TASK INPUT
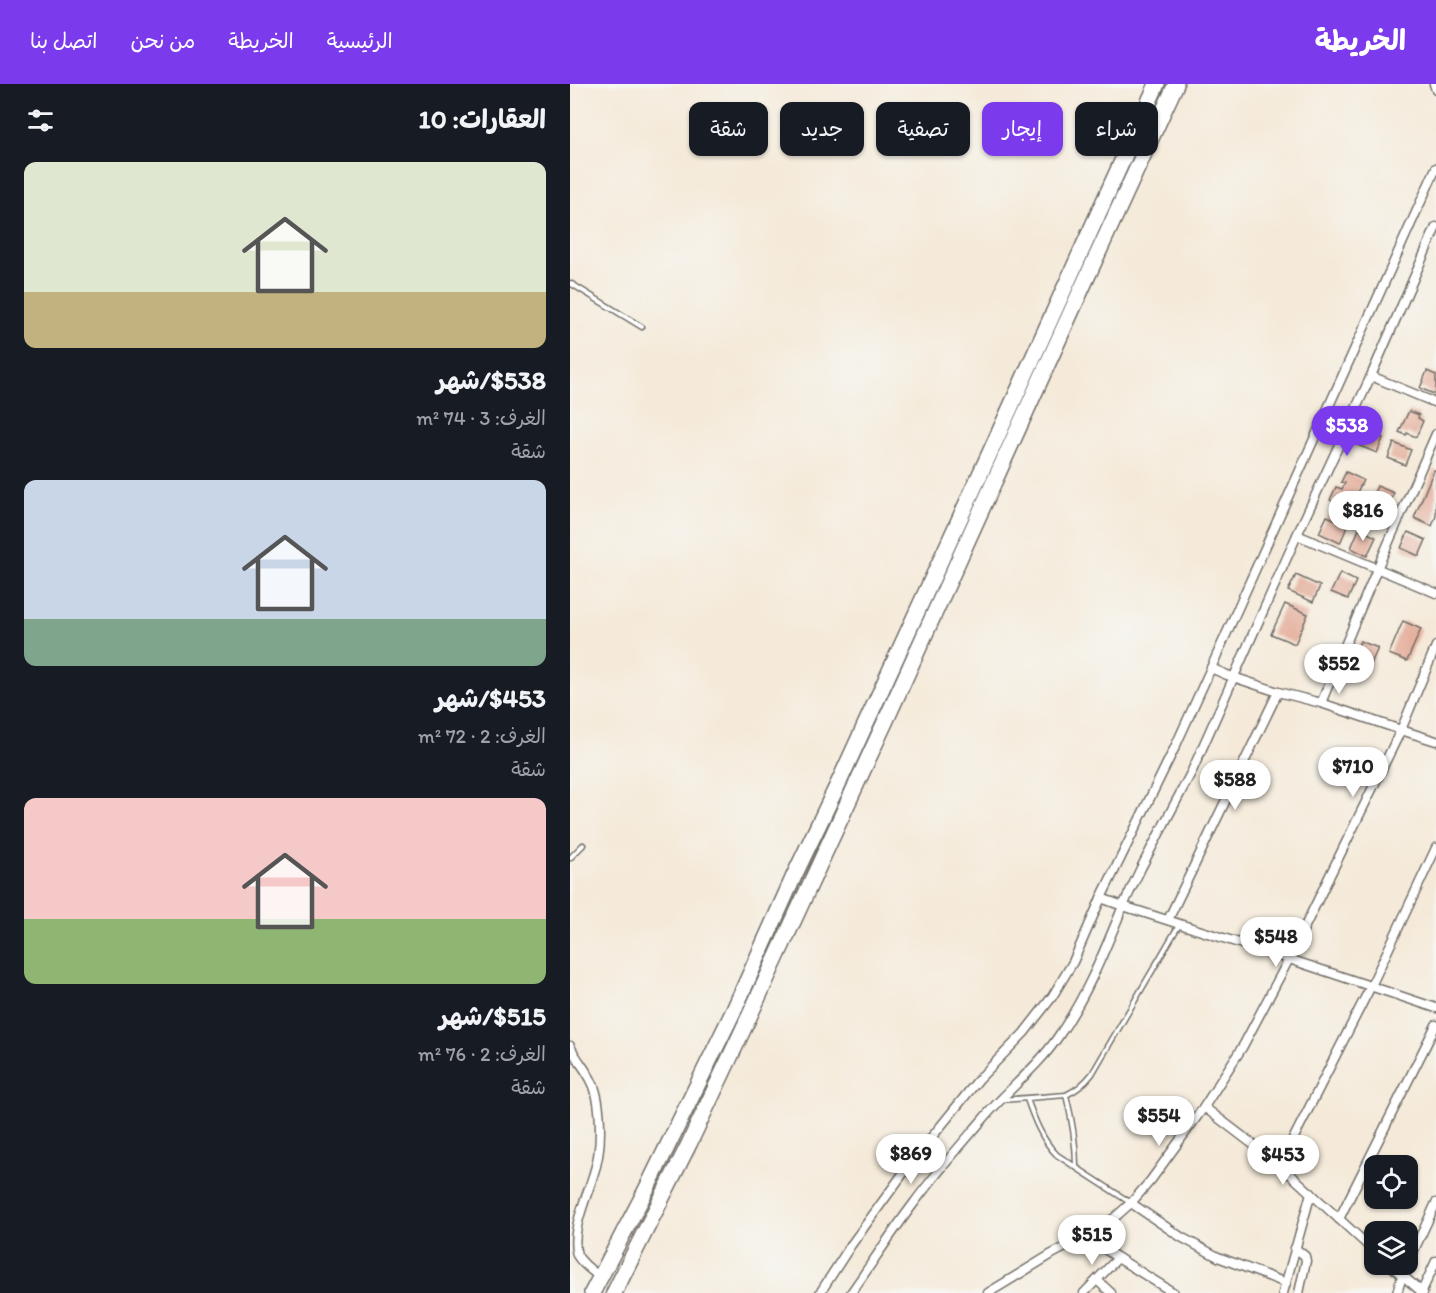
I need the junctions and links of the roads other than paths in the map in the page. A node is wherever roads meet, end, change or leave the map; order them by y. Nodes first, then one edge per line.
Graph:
1 (1157, 84) edge
2 (1176, 84) edge
3 (1434, 84) edge
4 (1436, 90) edge
5 (1436, 168) edge
6 (1436, 227) edge
7 (570, 283) edge
8 (642, 327) dead end
9 (1371, 376) junction
10 (1436, 403) edge
11 (1436, 434) edge
12 (1297, 535) junction
13 (1377, 569) junction
14 (1436, 593) edge
15 (1436, 646) edge
16 (1211, 668) junction
17 (1234, 677) junction
18 (1278, 692) junction
19 (1321, 703) junction
20 (1401, 730) junction
21 (1436, 741) edge
22 (583, 845) dead end
23 (1436, 848) edge
24 (570, 858) edge
25 (1101, 898) junction
26 (1123, 906) junction
27 (1168, 920) junction
28 (1179, 923) junction
29 (1289, 959) junction
30 (1371, 986) junction
31 (1436, 1008) edge
32 (1436, 1025) edge
33 (570, 1046) edge
34 (1066, 1095) junction
35 (1027, 1099) junction
36 (1000, 1100) junction
37 (1204, 1107) junction
38 (1280, 1165) junction
39 (1077, 1167) junction
40 (1311, 1193) junction
41 (1131, 1203) junction
42 (1436, 1203) edge
43 (1339, 1220) junction
44 (1086, 1236) junction
45 (1364, 1242) edge
46 (1295, 1248) junction
47 (1118, 1258) junction
48 (1436, 1260) edge
49 (1402, 1276) junction
50 (600, 1277) junction
51 (1096, 1280) junction
52 (1286, 1283) junction
53 (617, 1291) edge
54 (592, 1293) edge
55 (820, 1293) edge
56 (851, 1293) edge
57 (988, 1293) edge
58 (1084, 1293) edge
59 (1111, 1293) edge
60 (1174, 1293) edge
61 (1282, 1293) edge
62 (1299, 1293) edge
63 (1397, 1293) edge
64 (1422, 1293) edge

1 - 50 highway
2 - 53 highway
3 - 4 street
5 - 16 street
6 - 9 street
7 - 8 lane
9 - 10 street
9 - 12 street
11 - 13 street
12 - 13 street
12 - 17 street
13 - 14 street
13 - 19 street
15 - 20 street
16 - 17 street
16 - 25 street
17 - 18 street
17 - 26 street
18 - 19 street
18 - 27 street
19 - 20 street
20 - 21 street
20 - 29 street
22 - 24 lane
23 - 30 street
25 - 26 street
25 - 55 street
26 - 27 street
26 - 36 street
27 - 28 street
28 - 29 street
28 - 34 lane
29 - 30 street
29 - 37 street
30 - 31 street
30 - 38 street
32 - 43 street
33 - 50 street
34 - 35 lane
34 - 39 lane
35 - 36 lane
35 - 39 lane
36 - 56 street
37 - 38 street
37 - 41 street
38 - 40 street
39 - 41 lane
40 - 43 street
40 - 46 street
41 - 44 street
41 - 52 street
42 - 49 street
43 - 45 street
44 - 47 street
44 - 57 street
46 - 52 street
46 - 62 street
47 - 51 street
47 - 60 street
48 - 64 street
49 - 63 street
49 - 64 street
50 - 54 highway
51 - 58 street
51 - 59 street
52 - 61 street

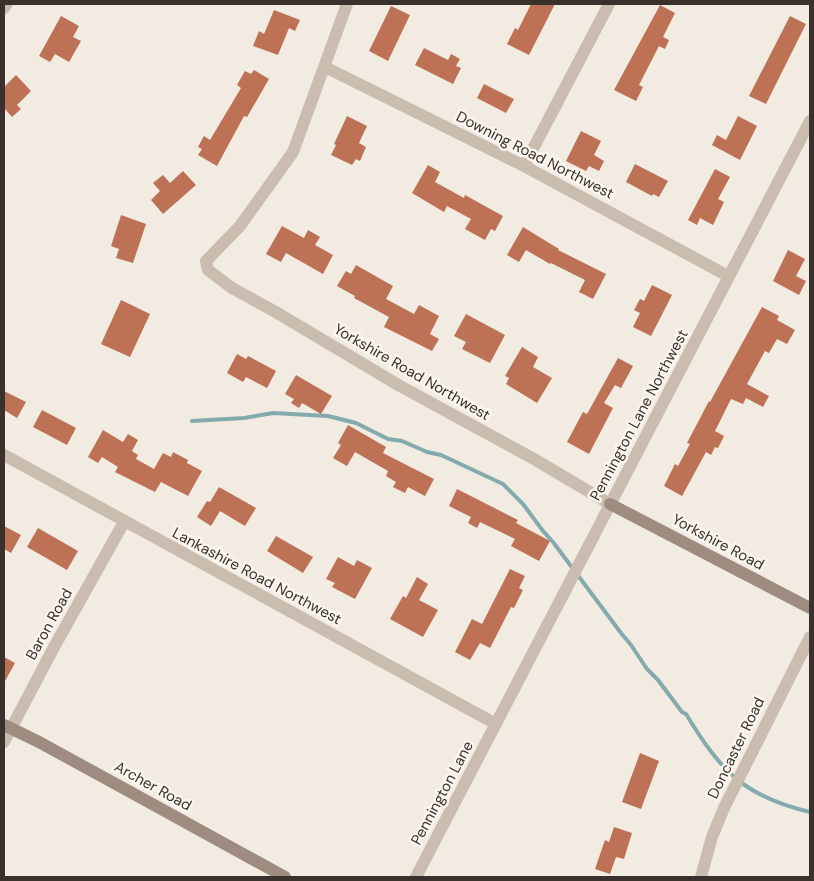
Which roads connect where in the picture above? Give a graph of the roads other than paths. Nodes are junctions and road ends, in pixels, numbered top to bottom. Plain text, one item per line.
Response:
1 (7, 4) edge
2 (347, 4) edge
3 (610, 4) edge
4 (4, 8) edge
5 (324, 67) junction
6 (810, 121) edge
7 (524, 166) junction
8 (728, 276) junction
9 (4, 456) edge
10 (610, 504) junction
11 (124, 522) junction
12 (810, 608) edge
13 (810, 638) edge
14 (496, 724) junction
15 (7, 727) edge
16 (4, 742) edge
17 (285, 877) edge
18 (416, 877) edge
19 (701, 877) edge

1 - 4 street
2 - 5 street
3 - 7 street
5 - 7 street, Downing Road Northwest
5 - 10 street, Yorkshire Road Northwest
6 - 8 street, Pennington Lane Northwest
7 - 8 street, Downing Road Northwest
8 - 10 street, Pennington Lane Northwest
9 - 11 street, Lankashire Road Northwest
10 - 12 street, Yorkshire Road
10 - 14 street, Pennington Lane Northwest
11 - 14 street, Lankashire Road Northwest
11 - 15 street, Baron Road
13 - 19 street, Doncaster Road
14 - 18 street, Pennington Lane
15 - 16 street, Baron Road
15 - 17 street, Archer Road

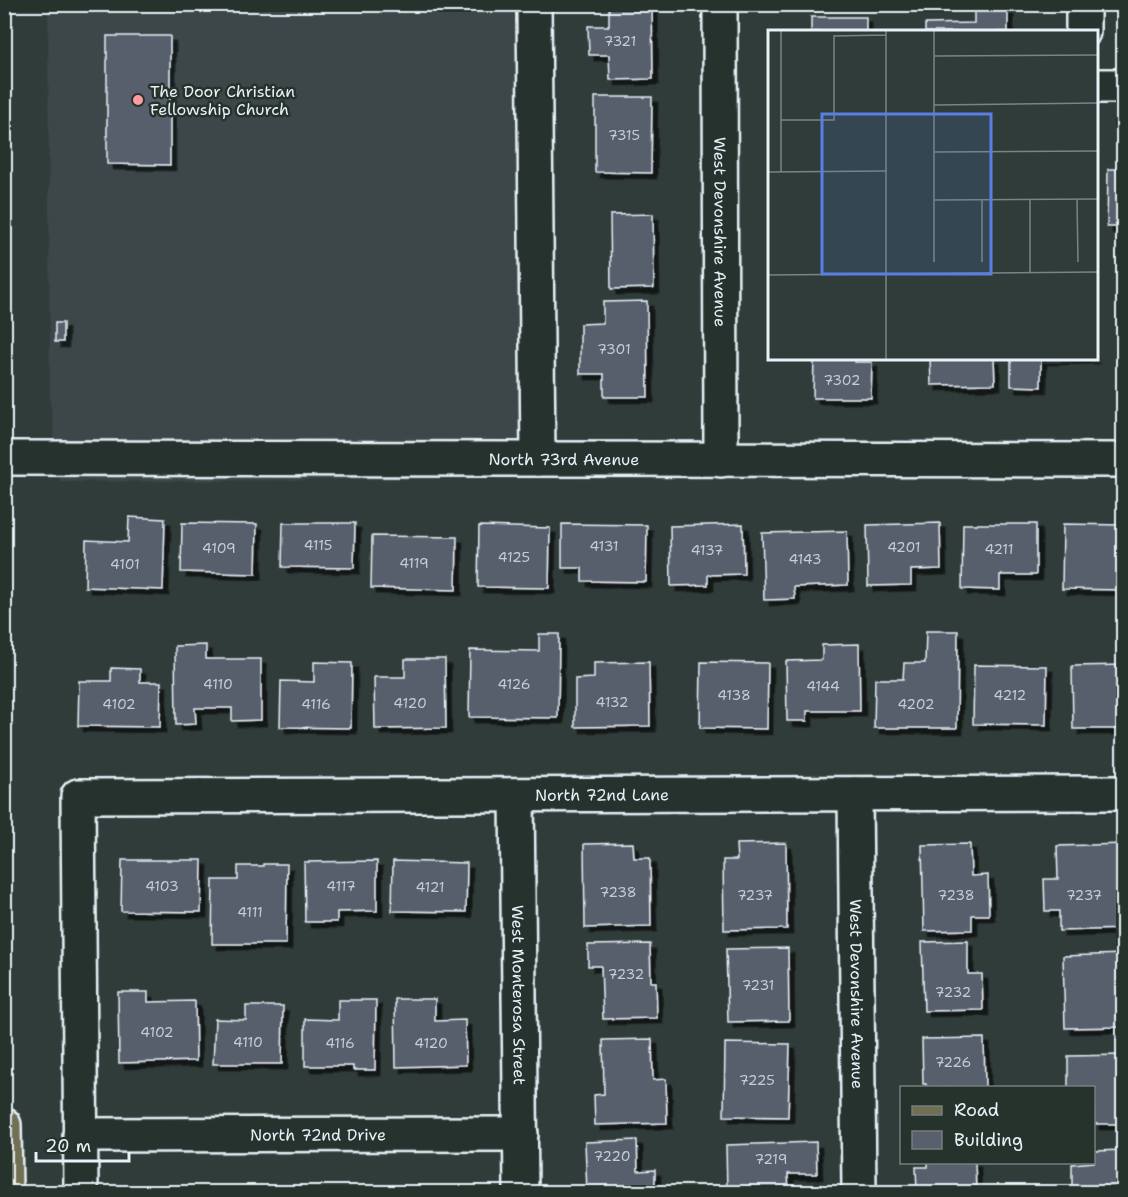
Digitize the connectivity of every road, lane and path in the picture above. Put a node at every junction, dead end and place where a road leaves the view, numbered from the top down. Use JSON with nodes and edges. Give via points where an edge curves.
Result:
{"nodes":[{"id":1,"x":534,"y":4,"type":"edge"},
{"id":2,"x":720,"y":4,"type":"edge"},
{"id":3,"x":1083,"y":4,"type":"edge"},
{"id":4,"x":1083,"y":30,"type":"edge"},
{"id":5,"x":1098,"y":86,"type":"edge"},
{"id":6,"x":1124,"y":86,"type":"edge"},
{"id":7,"x":4,"y":458,"type":"edge"},
{"id":8,"x":538,"y":459,"type":"junction"},
{"id":9,"x":721,"y":460,"type":"junction"},
{"id":10,"x":1124,"y":460,"type":"edge"},
{"id":11,"x":855,"y":794,"type":"junction"},
{"id":12,"x":1124,"y":794,"type":"edge"},
{"id":13,"x":517,"y":795,"type":"junction"},
{"id":14,"x":4,"y":1125,"type":"edge"},
{"id":15,"x":520,"y":1134,"type":"junction"},
{"id":16,"x":80,"y":1135,"type":"junction"},
{"id":17,"x":5,"y":1192,"type":"edge"},
{"id":18,"x":81,"y":1192,"type":"edge"},
{"id":19,"x":521,"y":1192,"type":"edge"},
{"id":20,"x":859,"y":1192,"type":"edge"}],
"edges":[{"from":1,"to":8,"type":"street"},
{"from":2,"to":9,"type":"street","name":"West Devonshire Avenue"},
{"from":3,"to":4,"type":"street"},
{"from":5,"to":6,"type":"street"},
{"from":7,"to":8,"type":"street","name":"North 73rd Avenue"},
{"from":8,"to":9,"type":"street","name":"North 73rd Avenue"},
{"from":9,"to":10,"type":"street","name":"North 73rd Avenue"},
{"from":11,"to":12,"type":"street","name":"North 72nd Lane"},
{"from":11,"to":13,"type":"street","name":"North 72nd Lane"},
{"from":11,"to":20,"type":"street","name":"West Devonshire Avenue"},
{"from":13,"to":15,"type":"street","name":"West Monterosa Street"},
{"from":13,"to":16,"type":"street","name":"North 72nd Lane","via":[[78,796]]},
{"from":14,"to":17,"type":"main road"},
{"from":15,"to":16,"type":"street","name":"North 72nd Drive"},
{"from":15,"to":19,"type":"street","name":"West Monterosa Street"},
{"from":16,"to":18,"type":"street"}]}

TO DO
Wherever a line of the entries holds the string "highway", copy that line.

WRITTEN SOLUTION
1 - 50 highway
2 - 53 highway
50 - 54 highway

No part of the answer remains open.